■ WHAT YOU SHOULD DO ■
Retype the records below so that each one matches exactly.

[Opening DATA RECORDS section]

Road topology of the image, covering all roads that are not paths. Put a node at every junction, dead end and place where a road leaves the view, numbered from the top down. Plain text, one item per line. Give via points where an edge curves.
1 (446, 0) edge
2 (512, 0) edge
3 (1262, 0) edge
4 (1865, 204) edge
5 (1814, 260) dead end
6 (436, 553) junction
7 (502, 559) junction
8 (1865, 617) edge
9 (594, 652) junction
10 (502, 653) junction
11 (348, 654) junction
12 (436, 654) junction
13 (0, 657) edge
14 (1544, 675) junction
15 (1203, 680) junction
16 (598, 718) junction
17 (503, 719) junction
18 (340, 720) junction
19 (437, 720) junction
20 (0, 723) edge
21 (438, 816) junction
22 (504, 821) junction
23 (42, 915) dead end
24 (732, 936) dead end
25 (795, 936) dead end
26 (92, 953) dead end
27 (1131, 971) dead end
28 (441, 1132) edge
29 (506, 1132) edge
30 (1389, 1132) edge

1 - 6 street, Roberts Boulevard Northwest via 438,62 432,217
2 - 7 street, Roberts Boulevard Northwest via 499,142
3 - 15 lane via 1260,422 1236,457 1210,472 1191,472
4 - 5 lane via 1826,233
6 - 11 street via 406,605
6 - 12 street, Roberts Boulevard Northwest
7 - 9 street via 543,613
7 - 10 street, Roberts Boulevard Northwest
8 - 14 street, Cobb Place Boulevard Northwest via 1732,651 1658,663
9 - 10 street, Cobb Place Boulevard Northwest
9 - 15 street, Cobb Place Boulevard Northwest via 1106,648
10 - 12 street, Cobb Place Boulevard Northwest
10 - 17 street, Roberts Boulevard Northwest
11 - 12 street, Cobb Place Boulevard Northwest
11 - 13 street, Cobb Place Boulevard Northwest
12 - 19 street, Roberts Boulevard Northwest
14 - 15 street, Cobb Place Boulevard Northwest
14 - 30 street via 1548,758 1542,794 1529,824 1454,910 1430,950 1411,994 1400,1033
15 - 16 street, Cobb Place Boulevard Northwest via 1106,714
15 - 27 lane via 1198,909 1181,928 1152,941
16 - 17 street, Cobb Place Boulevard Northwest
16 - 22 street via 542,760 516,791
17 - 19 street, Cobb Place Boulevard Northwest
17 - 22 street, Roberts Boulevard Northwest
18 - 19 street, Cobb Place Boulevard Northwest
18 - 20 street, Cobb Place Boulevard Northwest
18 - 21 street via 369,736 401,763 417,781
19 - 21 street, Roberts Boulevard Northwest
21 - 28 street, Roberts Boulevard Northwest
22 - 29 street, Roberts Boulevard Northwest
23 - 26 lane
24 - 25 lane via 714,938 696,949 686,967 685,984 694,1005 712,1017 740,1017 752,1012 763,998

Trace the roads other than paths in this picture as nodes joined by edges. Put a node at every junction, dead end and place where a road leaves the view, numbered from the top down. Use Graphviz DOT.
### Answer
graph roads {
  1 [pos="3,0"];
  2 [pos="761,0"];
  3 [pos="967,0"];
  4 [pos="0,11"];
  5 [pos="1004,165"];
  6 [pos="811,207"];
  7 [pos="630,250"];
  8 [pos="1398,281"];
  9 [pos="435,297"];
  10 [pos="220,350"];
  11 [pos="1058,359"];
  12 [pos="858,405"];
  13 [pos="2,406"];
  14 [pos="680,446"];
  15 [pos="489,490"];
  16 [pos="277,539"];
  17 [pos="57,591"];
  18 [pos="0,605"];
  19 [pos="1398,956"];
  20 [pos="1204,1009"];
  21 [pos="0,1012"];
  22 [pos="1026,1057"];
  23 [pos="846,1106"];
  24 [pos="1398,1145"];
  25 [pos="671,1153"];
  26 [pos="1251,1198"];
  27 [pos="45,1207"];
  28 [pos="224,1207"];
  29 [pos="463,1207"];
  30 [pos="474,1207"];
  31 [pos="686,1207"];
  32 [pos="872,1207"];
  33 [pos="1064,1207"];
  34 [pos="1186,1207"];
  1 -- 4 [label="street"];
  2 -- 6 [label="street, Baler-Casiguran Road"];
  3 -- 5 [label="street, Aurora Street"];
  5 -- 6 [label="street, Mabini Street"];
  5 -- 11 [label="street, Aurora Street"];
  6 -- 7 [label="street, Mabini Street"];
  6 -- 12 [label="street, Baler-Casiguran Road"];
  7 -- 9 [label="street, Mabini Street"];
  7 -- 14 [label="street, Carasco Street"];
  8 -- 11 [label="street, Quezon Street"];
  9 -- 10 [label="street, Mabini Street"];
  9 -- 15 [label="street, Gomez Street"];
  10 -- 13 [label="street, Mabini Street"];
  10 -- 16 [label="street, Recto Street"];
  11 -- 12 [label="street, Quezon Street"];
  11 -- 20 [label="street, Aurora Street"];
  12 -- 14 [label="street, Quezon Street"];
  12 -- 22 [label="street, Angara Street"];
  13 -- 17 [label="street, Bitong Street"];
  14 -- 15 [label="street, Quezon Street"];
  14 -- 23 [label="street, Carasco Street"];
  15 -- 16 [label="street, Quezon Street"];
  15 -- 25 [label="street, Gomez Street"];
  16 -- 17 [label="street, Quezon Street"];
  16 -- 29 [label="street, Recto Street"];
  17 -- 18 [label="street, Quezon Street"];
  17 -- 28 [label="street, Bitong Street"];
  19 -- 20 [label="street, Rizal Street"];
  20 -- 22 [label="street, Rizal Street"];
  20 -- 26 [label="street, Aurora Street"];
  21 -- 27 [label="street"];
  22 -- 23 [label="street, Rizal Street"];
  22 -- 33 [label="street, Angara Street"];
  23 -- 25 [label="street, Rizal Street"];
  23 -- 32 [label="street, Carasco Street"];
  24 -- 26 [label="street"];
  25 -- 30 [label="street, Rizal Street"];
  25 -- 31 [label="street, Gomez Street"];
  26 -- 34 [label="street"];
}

[Closing DATA RECORDS section]

■ ANSWER FOR THIS EXERCISE ■
Road topology of the image, covering all roads that are not paths. Put a node at every junction, dead end and place where a road leaves the view, numbered from the top down. Plain text, one item per line. Give via points where an edge curves.
1 (446, 0) edge
2 (512, 0) edge
3 (1262, 0) edge
4 (1865, 204) edge
5 (1814, 260) dead end
6 (436, 553) junction
7 (502, 559) junction
8 (1865, 617) edge
9 (594, 652) junction
10 (502, 653) junction
11 (348, 654) junction
12 (436, 654) junction
13 (0, 657) edge
14 (1544, 675) junction
15 (1203, 680) junction
16 (598, 718) junction
17 (503, 719) junction
18 (340, 720) junction
19 (437, 720) junction
20 (0, 723) edge
21 (438, 816) junction
22 (504, 821) junction
23 (42, 915) dead end
24 (732, 936) dead end
25 (795, 936) dead end
26 (92, 953) dead end
27 (1131, 971) dead end
28 (441, 1132) edge
29 (506, 1132) edge
30 (1389, 1132) edge

1 - 6 street, Roberts Boulevard Northwest via 438,62 432,217
2 - 7 street, Roberts Boulevard Northwest via 499,142
3 - 15 lane via 1260,422 1236,457 1210,472 1191,472
4 - 5 lane via 1826,233
6 - 11 street via 406,605
6 - 12 street, Roberts Boulevard Northwest
7 - 9 street via 543,613
7 - 10 street, Roberts Boulevard Northwest
8 - 14 street, Cobb Place Boulevard Northwest via 1732,651 1658,663
9 - 10 street, Cobb Place Boulevard Northwest
9 - 15 street, Cobb Place Boulevard Northwest via 1106,648
10 - 12 street, Cobb Place Boulevard Northwest
10 - 17 street, Roberts Boulevard Northwest
11 - 12 street, Cobb Place Boulevard Northwest
11 - 13 street, Cobb Place Boulevard Northwest
12 - 19 street, Roberts Boulevard Northwest
14 - 15 street, Cobb Place Boulevard Northwest
14 - 30 street via 1548,758 1542,794 1529,824 1454,910 1430,950 1411,994 1400,1033
15 - 16 street, Cobb Place Boulevard Northwest via 1106,714
15 - 27 lane via 1198,909 1181,928 1152,941
16 - 17 street, Cobb Place Boulevard Northwest
16 - 22 street via 542,760 516,791
17 - 19 street, Cobb Place Boulevard Northwest
17 - 22 street, Roberts Boulevard Northwest
18 - 19 street, Cobb Place Boulevard Northwest
18 - 20 street, Cobb Place Boulevard Northwest
18 - 21 street via 369,736 401,763 417,781
19 - 21 street, Roberts Boulevard Northwest
21 - 28 street, Roberts Boulevard Northwest
22 - 29 street, Roberts Boulevard Northwest
23 - 26 lane
24 - 25 lane via 714,938 696,949 686,967 685,984 694,1005 712,1017 740,1017 752,1012 763,998

Trace the roads other than paths in this picture as nodes joined by edges. Put a node at every junction, dead end and place where a road leaves the view, numbered from the top down. Use Graphviz DOT.
### Answer
graph roads {
  1 [pos="3,0"];
  2 [pos="761,0"];
  3 [pos="967,0"];
  4 [pos="0,11"];
  5 [pos="1004,165"];
  6 [pos="811,207"];
  7 [pos="630,250"];
  8 [pos="1398,281"];
  9 [pos="435,297"];
  10 [pos="220,350"];
  11 [pos="1058,359"];
  12 [pos="858,405"];
  13 [pos="2,406"];
  14 [pos="680,446"];
  15 [pos="489,490"];
  16 [pos="277,539"];
  17 [pos="57,591"];
  18 [pos="0,605"];
  19 [pos="1398,956"];
  20 [pos="1204,1009"];
  21 [pos="0,1012"];
  22 [pos="1026,1057"];
  23 [pos="846,1106"];
  24 [pos="1398,1145"];
  25 [pos="671,1153"];
  26 [pos="1251,1198"];
  27 [pos="45,1207"];
  28 [pos="224,1207"];
  29 [pos="463,1207"];
  30 [pos="474,1207"];
  31 [pos="686,1207"];
  32 [pos="872,1207"];
  33 [pos="1064,1207"];
  34 [pos="1186,1207"];
  1 -- 4 [label="street"];
  2 -- 6 [label="street, Baler-Casiguran Road"];
  3 -- 5 [label="street, Aurora Street"];
  5 -- 6 [label="street, Mabini Street"];
  5 -- 11 [label="street, Aurora Street"];
  6 -- 7 [label="street, Mabini Street"];
  6 -- 12 [label="street, Baler-Casiguran Road"];
  7 -- 9 [label="street, Mabini Street"];
  7 -- 14 [label="street, Carasco Street"];
  8 -- 11 [label="street, Quezon Street"];
  9 -- 10 [label="street, Mabini Street"];
  9 -- 15 [label="street, Gomez Street"];
  10 -- 13 [label="street, Mabini Street"];
  10 -- 16 [label="street, Recto Street"];
  11 -- 12 [label="street, Quezon Street"];
  11 -- 20 [label="street, Aurora Street"];
  12 -- 14 [label="street, Quezon Street"];
  12 -- 22 [label="street, Angara Street"];
  13 -- 17 [label="street, Bitong Street"];
  14 -- 15 [label="street, Quezon Street"];
  14 -- 23 [label="street, Carasco Street"];
  15 -- 16 [label="street, Quezon Street"];
  15 -- 25 [label="street, Gomez Street"];
  16 -- 17 [label="street, Quezon Street"];
  16 -- 29 [label="street, Recto Street"];
  17 -- 18 [label="street, Quezon Street"];
  17 -- 28 [label="street, Bitong Street"];
  19 -- 20 [label="street, Rizal Street"];
  20 -- 22 [label="street, Rizal Street"];
  20 -- 26 [label="street, Aurora Street"];
  21 -- 27 [label="street"];
  22 -- 23 [label="street, Rizal Street"];
  22 -- 33 [label="street, Angara Street"];
  23 -- 25 [label="street, Rizal Street"];
  23 -- 32 [label="street, Carasco Street"];
  24 -- 26 [label="street"];
  25 -- 30 [label="street, Rizal Street"];
  25 -- 31 [label="street, Gomez Street"];
  26 -- 34 [label="street"];
}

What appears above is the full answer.